> _WHAT IS EXPECTED_: Output the data verbatim, with nothing added or dropped.

> _MATERIAL FOR THIS EXERCISE_:
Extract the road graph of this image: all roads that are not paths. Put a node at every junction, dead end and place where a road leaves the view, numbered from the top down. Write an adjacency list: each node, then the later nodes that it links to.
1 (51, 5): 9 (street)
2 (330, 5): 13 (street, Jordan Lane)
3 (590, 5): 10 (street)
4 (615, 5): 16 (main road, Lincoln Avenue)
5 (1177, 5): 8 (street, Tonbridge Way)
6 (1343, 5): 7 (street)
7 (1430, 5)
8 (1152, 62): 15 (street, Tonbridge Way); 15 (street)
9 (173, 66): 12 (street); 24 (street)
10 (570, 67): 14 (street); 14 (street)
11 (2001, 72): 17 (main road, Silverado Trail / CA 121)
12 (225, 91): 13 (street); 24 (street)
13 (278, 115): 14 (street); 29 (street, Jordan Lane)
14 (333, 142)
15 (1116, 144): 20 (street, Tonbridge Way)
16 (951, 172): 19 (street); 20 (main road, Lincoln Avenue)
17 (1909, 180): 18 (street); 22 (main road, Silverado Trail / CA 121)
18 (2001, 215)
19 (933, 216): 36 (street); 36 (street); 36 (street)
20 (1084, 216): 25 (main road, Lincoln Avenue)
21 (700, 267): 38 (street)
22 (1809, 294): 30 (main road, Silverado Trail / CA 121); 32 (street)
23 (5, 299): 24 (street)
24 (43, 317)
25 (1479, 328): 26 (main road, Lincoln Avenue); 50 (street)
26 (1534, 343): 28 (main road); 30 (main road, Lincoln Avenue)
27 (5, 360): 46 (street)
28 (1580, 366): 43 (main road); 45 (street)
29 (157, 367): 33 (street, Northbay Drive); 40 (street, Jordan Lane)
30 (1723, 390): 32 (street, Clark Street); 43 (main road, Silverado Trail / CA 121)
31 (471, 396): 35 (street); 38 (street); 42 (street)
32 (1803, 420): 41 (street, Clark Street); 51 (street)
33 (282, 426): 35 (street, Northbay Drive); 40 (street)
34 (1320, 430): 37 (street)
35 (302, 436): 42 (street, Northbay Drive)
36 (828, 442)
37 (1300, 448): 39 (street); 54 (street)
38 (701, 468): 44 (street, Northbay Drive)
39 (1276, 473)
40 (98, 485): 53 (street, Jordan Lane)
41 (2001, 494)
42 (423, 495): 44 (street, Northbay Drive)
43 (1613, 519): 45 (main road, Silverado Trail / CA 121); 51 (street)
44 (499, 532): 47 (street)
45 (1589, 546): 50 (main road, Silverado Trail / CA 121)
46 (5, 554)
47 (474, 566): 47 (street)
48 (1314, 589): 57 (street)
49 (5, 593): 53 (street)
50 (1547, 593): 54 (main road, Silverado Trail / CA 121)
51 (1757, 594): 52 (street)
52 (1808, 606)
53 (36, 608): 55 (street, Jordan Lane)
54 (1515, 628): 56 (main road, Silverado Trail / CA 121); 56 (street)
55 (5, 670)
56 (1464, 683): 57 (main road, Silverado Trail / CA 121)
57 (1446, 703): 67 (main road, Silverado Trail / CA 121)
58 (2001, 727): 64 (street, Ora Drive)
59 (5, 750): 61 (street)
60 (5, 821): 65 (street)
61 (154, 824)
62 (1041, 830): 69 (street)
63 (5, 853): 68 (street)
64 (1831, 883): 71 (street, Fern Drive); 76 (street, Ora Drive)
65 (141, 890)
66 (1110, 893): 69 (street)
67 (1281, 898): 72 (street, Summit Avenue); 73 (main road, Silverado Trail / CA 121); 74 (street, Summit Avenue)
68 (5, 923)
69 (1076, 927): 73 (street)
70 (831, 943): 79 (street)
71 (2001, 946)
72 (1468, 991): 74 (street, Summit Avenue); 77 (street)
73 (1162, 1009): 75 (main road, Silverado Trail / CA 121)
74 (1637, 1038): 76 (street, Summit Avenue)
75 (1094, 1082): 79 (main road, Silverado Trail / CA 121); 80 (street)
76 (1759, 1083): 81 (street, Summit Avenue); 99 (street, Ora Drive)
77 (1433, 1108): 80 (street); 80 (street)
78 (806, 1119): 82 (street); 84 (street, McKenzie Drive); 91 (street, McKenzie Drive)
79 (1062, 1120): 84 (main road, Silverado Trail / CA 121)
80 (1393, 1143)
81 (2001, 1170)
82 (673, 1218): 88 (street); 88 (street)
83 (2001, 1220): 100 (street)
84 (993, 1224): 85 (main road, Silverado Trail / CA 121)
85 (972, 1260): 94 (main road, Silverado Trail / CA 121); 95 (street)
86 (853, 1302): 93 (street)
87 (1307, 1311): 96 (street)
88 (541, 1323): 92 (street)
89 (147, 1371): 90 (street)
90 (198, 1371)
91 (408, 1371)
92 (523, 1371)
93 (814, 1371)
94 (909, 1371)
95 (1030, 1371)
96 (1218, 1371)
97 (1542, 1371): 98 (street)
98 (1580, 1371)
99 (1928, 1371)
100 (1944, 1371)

> _THE ANSWER_:
Extract the road graph of this image: all roads that are not paths. Put a node at every junction, dead end and place where a road leaves the view, numbered from the top down. Write an adjacency list: each node, then the later nodes that it links to.
1 (51, 5): 9 (street)
2 (330, 5): 13 (street, Jordan Lane)
3 (590, 5): 10 (street)
4 (615, 5): 16 (main road, Lincoln Avenue)
5 (1177, 5): 8 (street, Tonbridge Way)
6 (1343, 5): 7 (street)
7 (1430, 5)
8 (1152, 62): 15 (street, Tonbridge Way); 15 (street)
9 (173, 66): 12 (street); 24 (street)
10 (570, 67): 14 (street); 14 (street)
11 (2001, 72): 17 (main road, Silverado Trail / CA 121)
12 (225, 91): 13 (street); 24 (street)
13 (278, 115): 14 (street); 29 (street, Jordan Lane)
14 (333, 142)
15 (1116, 144): 20 (street, Tonbridge Way)
16 (951, 172): 19 (street); 20 (main road, Lincoln Avenue)
17 (1909, 180): 18 (street); 22 (main road, Silverado Trail / CA 121)
18 (2001, 215)
19 (933, 216): 36 (street); 36 (street); 36 (street)
20 (1084, 216): 25 (main road, Lincoln Avenue)
21 (700, 267): 38 (street)
22 (1809, 294): 30 (main road, Silverado Trail / CA 121); 32 (street)
23 (5, 299): 24 (street)
24 (43, 317)
25 (1479, 328): 26 (main road, Lincoln Avenue); 50 (street)
26 (1534, 343): 28 (main road); 30 (main road, Lincoln Avenue)
27 (5, 360): 46 (street)
28 (1580, 366): 43 (main road); 45 (street)
29 (157, 367): 33 (street, Northbay Drive); 40 (street, Jordan Lane)
30 (1723, 390): 32 (street, Clark Street); 43 (main road, Silverado Trail / CA 121)
31 (471, 396): 35 (street); 38 (street); 42 (street)
32 (1803, 420): 41 (street, Clark Street); 51 (street)
33 (282, 426): 35 (street, Northbay Drive); 40 (street)
34 (1320, 430): 37 (street)
35 (302, 436): 42 (street, Northbay Drive)
36 (828, 442)
37 (1300, 448): 39 (street); 54 (street)
38 (701, 468): 44 (street, Northbay Drive)
39 (1276, 473)
40 (98, 485): 53 (street, Jordan Lane)
41 (2001, 494)
42 (423, 495): 44 (street, Northbay Drive)
43 (1613, 519): 45 (main road, Silverado Trail / CA 121); 51 (street)
44 (499, 532): 47 (street)
45 (1589, 546): 50 (main road, Silverado Trail / CA 121)
46 (5, 554)
47 (474, 566): 47 (street)
48 (1314, 589): 57 (street)
49 (5, 593): 53 (street)
50 (1547, 593): 54 (main road, Silverado Trail / CA 121)
51 (1757, 594): 52 (street)
52 (1808, 606)
53 (36, 608): 55 (street, Jordan Lane)
54 (1515, 628): 56 (main road, Silverado Trail / CA 121); 56 (street)
55 (5, 670)
56 (1464, 683): 57 (main road, Silverado Trail / CA 121)
57 (1446, 703): 67 (main road, Silverado Trail / CA 121)
58 (2001, 727): 64 (street, Ora Drive)
59 (5, 750): 61 (street)
60 (5, 821): 65 (street)
61 (154, 824)
62 (1041, 830): 69 (street)
63 (5, 853): 68 (street)
64 (1831, 883): 71 (street, Fern Drive); 76 (street, Ora Drive)
65 (141, 890)
66 (1110, 893): 69 (street)
67 (1281, 898): 72 (street, Summit Avenue); 73 (main road, Silverado Trail / CA 121); 74 (street, Summit Avenue)
68 (5, 923)
69 (1076, 927): 73 (street)
70 (831, 943): 79 (street)
71 (2001, 946)
72 (1468, 991): 74 (street, Summit Avenue); 77 (street)
73 (1162, 1009): 75 (main road, Silverado Trail / CA 121)
74 (1637, 1038): 76 (street, Summit Avenue)
75 (1094, 1082): 79 (main road, Silverado Trail / CA 121); 80 (street)
76 (1759, 1083): 81 (street, Summit Avenue); 99 (street, Ora Drive)
77 (1433, 1108): 80 (street); 80 (street)
78 (806, 1119): 82 (street); 84 (street, McKenzie Drive); 91 (street, McKenzie Drive)
79 (1062, 1120): 84 (main road, Silverado Trail / CA 121)
80 (1393, 1143)
81 (2001, 1170)
82 (673, 1218): 88 (street); 88 (street)
83 (2001, 1220): 100 (street)
84 (993, 1224): 85 (main road, Silverado Trail / CA 121)
85 (972, 1260): 94 (main road, Silverado Trail / CA 121); 95 (street)
86 (853, 1302): 93 (street)
87 (1307, 1311): 96 (street)
88 (541, 1323): 92 (street)
89 (147, 1371): 90 (street)
90 (198, 1371)
91 (408, 1371)
92 (523, 1371)
93 (814, 1371)
94 (909, 1371)
95 (1030, 1371)
96 (1218, 1371)
97 (1542, 1371): 98 (street)
98 (1580, 1371)
99 (1928, 1371)
100 (1944, 1371)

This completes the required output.